Cildo Meireles, Elemento desaparecendo/elemento desaparecido (passado imminente), Documenta 11, 2002
Un altro elemento generatore di particolare rilievo è per Meireles la componente biografica. Figlio di un funzionario di un ente per la protezione delle popolazioni indigene, da ragazzo ha costantemente accompagnato i genitori durante i ripetuti spostamenti attraverso il vasto territorio brasiliano, raccogliendo suggestioni in seguito elaborate nella sua arte. Vive sulla propria pelle la profonda delusione all’indomani dell’insediamento del regime militare (1964-1985) che di colpo spazzò via qualsiasi speranza di riforme progressiste basate su idee “comuniste” che avrebbero favorito un diverso sviluppo industriale, economico e intellettuale del Brasile, e contribuito a migliorare in modo sostanziale la condizione sociale del paese, con una capillare diffusione dell’istruzione e la difesa sindacale dei diritti dei lavoratori. Entrato in contatto diretto con le diverse realtà delle comunità indigene, e avendone registrato le caratteristiche sociali e economiche, i suoi primissimi lavori riflettono e traducono le sue idee anche attraverso il neologismo “humiliminimalism”, da lui stesso coniato, per definire i suoi lavori in una reinterpretazione del minimalismo americano. Sul suo lavoro ebbe una certa influenza anche il movimento Tropicália, che fondeva cultura popolare con una forte sperimentazione, nonché il Neo Concretismo brasiliano, che avvicinava impegno politico, ricerca estetica e critica ai valori modernisti dell’arte occidentale.

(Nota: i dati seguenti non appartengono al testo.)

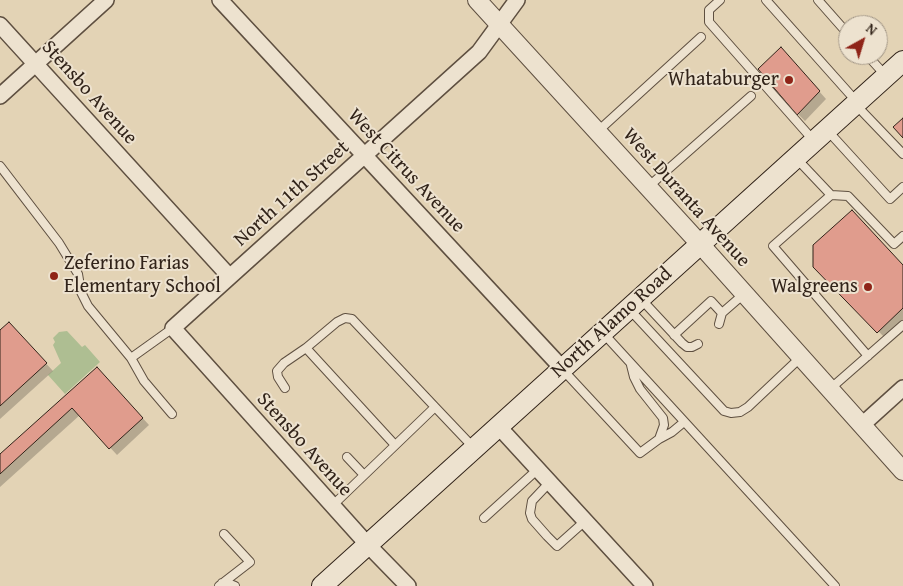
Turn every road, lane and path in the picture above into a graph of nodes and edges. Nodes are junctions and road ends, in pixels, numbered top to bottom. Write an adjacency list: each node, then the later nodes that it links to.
1 (106, 0): 12 (street)
2 (220, 0): 20 (street, West Citrus Avenue)
3 (476, 0): 10 (street, West Duranta Avenue)
4 (518, 0): 10 (street, North 11th Street)
5 (720, 0): 18 (lane)
6 (766, 0): 16 (lane)
7 (818, 0): 8 (lane)
8 (838, 23)
9 (0, 25): 12 (street, Stensbo Avenue)
10 (500, 25): 17 (street, West Duranta Avenue); 20 (street, North 11th Street)
11 (701, 38): 17 (lane)
12 (36, 64): 14 (street); 28 (street, Stensbo Avenue)
13 (895, 70): 16 (main road, North Alamo Road)
14 (0, 96)
15 (751, 96): 23 (lane)
16 (856, 103): 18 (main road, North Alamo Road); 19 (lane)
17 (597, 132): 23 (street, West Duranta Avenue)
18 (821, 136): 21 (main road, North Alamo Road); 24 (lane)
19 (903, 154)
20 (364, 156): 28 (street, North 11th Street); 43 (street, West Citrus Avenue)
21 (796, 158): 25 (lane); 27 (main road, North Alamo Road)
22 (0, 166): 41 (lane)
23 (648, 187): 27 (street, West Duranta Avenue)
24 (903, 187)
25 (831, 195): 26 (lane); 39 (lane)
26 (903, 236)
27 (700, 244): 29 (street, West Duranta Avenue); 30 (main road, North Alamo Road)
28 (229, 276): 34 (street, North 11th Street)
29 (745, 294): 31 (lane); 40 (street, West Duranta Avenue)
30 (634, 303): 35 (main road, North Alamo Road); 36 (lane); 40 (lane)
31 (722, 313): 32 (lane); 36 (lane)
32 (719, 324)
33 (903, 325): 39 (lane)
34 (173, 328): 41 (lane); 60 (street, Stensbo Avenue)
35 (603, 332): 42 (lane); 43 (main road, North Alamo Road)
36 (674, 335): 37 (lane)
37 (698, 344)
38 (306, 348): 44 (lane); 47 (lane); 53 (lane)
39 (868, 356): 46 (lane)
40 (801, 357): 46 (street, West Duranta Avenue)
41 (131, 358): 48 (lane)
42 (630, 363): 49 (lane); 52 (lane)
43 (562, 368): 51 (main road, North Alamo Road); 52 (lane)
44 (285, 388)
45 (903, 388): 50 (street)
46 (830, 389): 50 (street, West Duranta Avenue)
47 (435, 407): 53 (lane); 54 (lane)
48 (172, 414)
49 (684, 422): 52 (lane); 70 (lane)
50 (862, 425): 57 (street, West Duranta Avenue)
51 (499, 426): 54 (main road, North Alamo Road); 56 (street)
52 (659, 439)
53 (395, 445): 58 (lane)
54 (475, 449): 64 (main road, North Alamo Road)
55 (347, 457): 58 (lane)
56 (538, 469): 59 (street); 61 (lane)
57 (903, 470)
58 (364, 475): 60 (lane)
59 (550, 482): 62 (street); 62 (lane)
60 (332, 506): 64 (street, Stensbo Avenue)
61 (484, 518)
62 (585, 521): 69 (street)
63 (224, 534): 65 (lane)
64 (368, 545): 67 (main road, North Alamo Road); 68 (street, Stensbo Avenue)
65 (220, 585): 66 (lane)
66 (235, 586)
67 (322, 586)
68 (408, 586)
69 (645, 586)
70 (834, 586)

Cildo Meireles, Virtual Volumes, 1967-2015
Un’opera che ben rappresenta il suo procedere artistico è Malhas da Liberdade (Reticoli di libertà, 1976), una struttura apparentemente disorganica, che si presenta come una “mappa” in cui fili di cotone disegnano una complessa geometria di biforcazioni ispirata a un famoso racconto Borges, Il giardino dei sentieri che si biforcano, e ai diagrammi di biforcazione dalla “teoria del caos”, un modello che allude al modo di operare della mente dell’artista, che procede per sovrapposizioni e divergenze tra percezione e realtà, tra l’aspettativa e l’effetto, sull’ambivalenza della visione e dello spazio.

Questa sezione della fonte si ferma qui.